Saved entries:
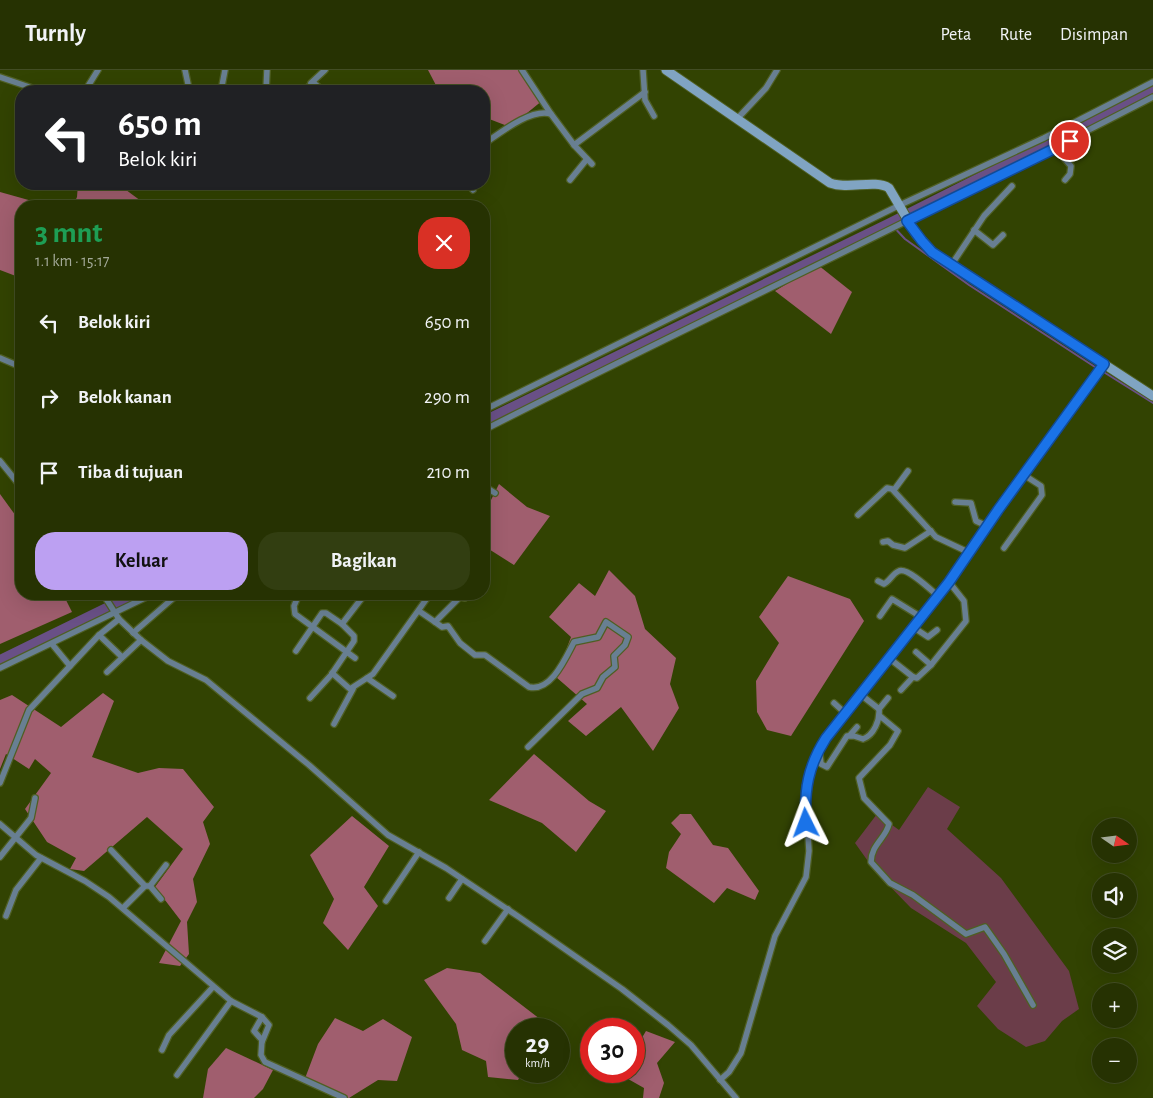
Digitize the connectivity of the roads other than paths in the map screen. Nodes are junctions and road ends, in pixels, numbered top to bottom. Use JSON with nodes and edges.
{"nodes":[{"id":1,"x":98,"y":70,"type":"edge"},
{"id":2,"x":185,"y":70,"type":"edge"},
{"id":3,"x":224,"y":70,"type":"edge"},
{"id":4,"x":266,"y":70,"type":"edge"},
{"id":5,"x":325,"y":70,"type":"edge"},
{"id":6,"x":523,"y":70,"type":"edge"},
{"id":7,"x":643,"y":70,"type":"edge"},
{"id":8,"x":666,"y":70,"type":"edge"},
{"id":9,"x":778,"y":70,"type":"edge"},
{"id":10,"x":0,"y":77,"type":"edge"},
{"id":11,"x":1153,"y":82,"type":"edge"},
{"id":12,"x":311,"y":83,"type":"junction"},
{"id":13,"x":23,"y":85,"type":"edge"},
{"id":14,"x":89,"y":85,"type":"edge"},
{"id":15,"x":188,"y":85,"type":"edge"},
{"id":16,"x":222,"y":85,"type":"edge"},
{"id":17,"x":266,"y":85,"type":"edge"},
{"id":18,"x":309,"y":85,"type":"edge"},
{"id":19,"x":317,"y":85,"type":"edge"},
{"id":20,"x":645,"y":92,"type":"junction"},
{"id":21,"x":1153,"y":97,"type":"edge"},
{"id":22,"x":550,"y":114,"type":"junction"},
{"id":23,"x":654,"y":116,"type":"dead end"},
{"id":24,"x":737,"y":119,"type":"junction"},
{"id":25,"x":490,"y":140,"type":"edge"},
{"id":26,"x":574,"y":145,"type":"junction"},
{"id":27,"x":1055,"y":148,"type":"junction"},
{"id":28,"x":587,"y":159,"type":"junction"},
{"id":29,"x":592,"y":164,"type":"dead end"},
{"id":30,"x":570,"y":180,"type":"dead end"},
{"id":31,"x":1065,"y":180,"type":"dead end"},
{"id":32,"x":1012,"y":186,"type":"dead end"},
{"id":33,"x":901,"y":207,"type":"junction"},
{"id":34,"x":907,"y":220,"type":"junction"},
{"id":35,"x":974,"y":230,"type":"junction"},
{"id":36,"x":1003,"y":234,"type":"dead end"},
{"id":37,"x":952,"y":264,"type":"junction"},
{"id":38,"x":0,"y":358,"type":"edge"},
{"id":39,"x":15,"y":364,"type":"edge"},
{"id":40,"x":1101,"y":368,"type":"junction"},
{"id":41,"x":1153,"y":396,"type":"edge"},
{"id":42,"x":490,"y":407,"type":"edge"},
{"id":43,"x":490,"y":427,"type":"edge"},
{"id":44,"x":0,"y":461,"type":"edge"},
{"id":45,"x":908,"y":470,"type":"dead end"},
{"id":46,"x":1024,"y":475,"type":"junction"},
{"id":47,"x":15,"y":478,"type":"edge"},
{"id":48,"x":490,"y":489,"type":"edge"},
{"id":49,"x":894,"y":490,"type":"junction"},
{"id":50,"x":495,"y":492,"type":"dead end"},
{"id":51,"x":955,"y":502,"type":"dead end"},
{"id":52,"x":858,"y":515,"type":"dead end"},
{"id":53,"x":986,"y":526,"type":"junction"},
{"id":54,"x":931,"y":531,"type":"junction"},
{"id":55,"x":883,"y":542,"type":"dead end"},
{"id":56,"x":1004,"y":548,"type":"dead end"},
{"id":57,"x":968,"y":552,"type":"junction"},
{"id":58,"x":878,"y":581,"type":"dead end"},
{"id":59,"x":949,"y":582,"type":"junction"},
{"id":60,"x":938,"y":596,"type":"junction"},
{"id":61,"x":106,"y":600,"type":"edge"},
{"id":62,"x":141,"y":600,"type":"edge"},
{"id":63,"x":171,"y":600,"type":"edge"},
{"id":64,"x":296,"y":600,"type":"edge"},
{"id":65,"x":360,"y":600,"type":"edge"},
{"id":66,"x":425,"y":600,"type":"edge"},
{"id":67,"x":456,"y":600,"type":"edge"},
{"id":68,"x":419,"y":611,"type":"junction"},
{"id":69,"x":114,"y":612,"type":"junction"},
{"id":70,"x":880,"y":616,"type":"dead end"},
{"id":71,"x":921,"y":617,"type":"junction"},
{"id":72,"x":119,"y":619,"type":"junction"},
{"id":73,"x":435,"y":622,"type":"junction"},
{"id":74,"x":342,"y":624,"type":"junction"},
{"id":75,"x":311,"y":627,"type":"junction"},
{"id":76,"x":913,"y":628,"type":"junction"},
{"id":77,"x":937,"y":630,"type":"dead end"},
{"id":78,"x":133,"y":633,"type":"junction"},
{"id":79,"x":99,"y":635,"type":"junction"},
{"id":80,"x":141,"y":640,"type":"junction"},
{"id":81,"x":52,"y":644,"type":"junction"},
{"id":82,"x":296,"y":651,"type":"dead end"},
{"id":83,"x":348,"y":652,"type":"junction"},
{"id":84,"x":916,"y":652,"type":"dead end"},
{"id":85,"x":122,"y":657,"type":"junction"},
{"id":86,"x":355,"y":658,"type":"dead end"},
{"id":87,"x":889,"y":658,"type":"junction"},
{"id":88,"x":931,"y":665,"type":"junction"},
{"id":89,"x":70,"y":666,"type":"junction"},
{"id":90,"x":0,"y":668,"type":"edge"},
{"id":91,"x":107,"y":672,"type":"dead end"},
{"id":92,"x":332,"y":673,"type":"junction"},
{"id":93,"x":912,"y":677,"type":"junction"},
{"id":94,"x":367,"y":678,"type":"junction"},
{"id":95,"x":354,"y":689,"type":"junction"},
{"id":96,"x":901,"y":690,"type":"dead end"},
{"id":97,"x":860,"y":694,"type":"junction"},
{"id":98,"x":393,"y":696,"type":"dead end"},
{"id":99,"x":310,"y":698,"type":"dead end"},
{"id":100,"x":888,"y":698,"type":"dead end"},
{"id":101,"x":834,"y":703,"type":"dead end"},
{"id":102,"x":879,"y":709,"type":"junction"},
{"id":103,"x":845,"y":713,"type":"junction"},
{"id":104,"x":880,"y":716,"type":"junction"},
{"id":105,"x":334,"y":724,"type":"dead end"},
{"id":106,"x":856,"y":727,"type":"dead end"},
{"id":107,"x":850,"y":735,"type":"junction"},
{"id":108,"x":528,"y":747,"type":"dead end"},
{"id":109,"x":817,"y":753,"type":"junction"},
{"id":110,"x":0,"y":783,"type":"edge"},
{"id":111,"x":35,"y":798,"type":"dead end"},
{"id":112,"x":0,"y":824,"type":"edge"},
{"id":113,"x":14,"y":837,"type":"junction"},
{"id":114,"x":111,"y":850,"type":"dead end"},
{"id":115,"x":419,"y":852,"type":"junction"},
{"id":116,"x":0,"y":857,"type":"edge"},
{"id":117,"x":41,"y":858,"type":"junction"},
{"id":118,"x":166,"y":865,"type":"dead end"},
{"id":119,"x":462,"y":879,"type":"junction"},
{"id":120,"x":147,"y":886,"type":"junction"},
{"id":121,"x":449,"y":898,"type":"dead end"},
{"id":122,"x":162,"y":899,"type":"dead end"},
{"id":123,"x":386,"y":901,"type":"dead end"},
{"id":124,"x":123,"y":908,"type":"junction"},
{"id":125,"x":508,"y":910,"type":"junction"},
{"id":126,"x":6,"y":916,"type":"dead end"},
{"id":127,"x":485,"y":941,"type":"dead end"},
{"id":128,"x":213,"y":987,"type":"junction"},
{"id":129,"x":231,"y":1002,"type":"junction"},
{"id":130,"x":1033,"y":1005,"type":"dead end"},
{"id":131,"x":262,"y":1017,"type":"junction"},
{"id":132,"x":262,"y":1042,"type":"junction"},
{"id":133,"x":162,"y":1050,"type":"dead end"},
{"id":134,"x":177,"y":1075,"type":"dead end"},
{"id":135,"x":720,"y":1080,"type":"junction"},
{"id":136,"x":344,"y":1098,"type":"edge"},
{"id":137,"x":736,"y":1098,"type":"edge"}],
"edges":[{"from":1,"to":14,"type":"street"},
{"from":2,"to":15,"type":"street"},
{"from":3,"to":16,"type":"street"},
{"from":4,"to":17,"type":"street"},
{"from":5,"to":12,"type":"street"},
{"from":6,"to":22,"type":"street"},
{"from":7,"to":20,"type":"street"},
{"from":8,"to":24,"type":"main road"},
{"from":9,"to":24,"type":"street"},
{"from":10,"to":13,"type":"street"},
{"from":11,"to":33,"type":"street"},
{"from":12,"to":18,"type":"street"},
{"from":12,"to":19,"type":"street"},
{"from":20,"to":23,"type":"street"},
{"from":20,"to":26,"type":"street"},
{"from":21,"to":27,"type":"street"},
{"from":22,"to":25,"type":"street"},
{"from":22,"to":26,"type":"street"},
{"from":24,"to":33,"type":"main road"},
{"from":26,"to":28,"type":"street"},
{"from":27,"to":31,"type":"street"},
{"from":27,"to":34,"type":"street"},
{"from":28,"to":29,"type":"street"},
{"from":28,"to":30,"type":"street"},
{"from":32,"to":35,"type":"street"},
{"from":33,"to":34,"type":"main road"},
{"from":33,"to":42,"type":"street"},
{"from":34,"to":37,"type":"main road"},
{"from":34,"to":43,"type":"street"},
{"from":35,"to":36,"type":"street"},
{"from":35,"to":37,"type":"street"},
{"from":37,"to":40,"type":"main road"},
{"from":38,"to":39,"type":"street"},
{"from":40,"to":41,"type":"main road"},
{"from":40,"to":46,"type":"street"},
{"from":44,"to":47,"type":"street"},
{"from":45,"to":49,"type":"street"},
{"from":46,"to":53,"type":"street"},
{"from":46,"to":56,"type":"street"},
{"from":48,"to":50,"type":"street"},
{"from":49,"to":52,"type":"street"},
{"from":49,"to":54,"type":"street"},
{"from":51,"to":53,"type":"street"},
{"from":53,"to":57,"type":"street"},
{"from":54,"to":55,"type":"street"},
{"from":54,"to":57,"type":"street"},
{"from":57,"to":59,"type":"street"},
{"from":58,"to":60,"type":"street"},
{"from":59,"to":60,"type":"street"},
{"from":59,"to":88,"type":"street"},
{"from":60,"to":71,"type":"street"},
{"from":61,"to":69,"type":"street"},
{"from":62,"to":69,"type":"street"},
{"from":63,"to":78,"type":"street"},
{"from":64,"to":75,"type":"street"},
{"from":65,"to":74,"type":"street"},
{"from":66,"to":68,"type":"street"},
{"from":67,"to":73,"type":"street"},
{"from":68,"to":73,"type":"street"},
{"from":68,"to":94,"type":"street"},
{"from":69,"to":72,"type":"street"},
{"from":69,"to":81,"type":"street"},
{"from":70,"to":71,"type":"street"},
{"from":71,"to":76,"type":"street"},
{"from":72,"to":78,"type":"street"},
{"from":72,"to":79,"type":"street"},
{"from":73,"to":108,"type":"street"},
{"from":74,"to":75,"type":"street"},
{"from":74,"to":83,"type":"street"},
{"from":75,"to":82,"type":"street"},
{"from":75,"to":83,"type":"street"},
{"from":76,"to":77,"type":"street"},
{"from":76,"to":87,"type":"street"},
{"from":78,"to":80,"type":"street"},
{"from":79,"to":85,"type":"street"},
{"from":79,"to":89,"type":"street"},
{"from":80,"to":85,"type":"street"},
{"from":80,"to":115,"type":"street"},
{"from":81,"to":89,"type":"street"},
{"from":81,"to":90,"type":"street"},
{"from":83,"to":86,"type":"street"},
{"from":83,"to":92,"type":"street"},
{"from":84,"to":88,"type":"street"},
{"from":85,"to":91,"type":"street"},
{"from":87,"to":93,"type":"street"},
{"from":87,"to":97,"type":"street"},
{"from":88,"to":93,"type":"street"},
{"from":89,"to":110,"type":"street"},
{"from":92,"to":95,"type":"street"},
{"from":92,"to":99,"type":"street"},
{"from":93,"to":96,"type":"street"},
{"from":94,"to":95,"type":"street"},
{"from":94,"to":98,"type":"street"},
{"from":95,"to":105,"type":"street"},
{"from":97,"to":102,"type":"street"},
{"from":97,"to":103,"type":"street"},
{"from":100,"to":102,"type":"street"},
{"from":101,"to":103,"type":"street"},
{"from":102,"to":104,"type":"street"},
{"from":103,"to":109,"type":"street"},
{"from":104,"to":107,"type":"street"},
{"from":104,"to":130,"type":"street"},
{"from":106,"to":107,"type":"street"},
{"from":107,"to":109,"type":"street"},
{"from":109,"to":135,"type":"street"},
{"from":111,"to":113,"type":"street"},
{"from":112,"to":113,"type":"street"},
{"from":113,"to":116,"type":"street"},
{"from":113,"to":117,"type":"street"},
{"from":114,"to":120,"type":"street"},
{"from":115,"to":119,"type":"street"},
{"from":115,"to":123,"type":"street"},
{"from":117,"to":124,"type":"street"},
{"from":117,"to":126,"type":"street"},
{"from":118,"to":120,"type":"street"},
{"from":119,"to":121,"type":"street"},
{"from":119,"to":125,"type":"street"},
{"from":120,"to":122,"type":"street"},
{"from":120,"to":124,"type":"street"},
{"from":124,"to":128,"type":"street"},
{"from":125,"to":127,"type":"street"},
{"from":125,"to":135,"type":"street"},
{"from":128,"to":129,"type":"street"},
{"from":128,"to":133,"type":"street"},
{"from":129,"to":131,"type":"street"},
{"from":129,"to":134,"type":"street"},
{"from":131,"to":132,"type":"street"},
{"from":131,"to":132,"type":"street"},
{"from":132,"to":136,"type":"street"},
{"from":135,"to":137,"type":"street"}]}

* TASK DETAILS
Using the entries above, copy out all lines that contain the string "nodes".

* YOUR SOLUTION
Digitize the connectivity of the roads other than paths in the map screen. Nodes are junctions and road ends, in pixels, numbered top to bottom. Use JSON with nodes and edges.
{"nodes":[{"id":1,"x":98,"y":70,"type":"edge"},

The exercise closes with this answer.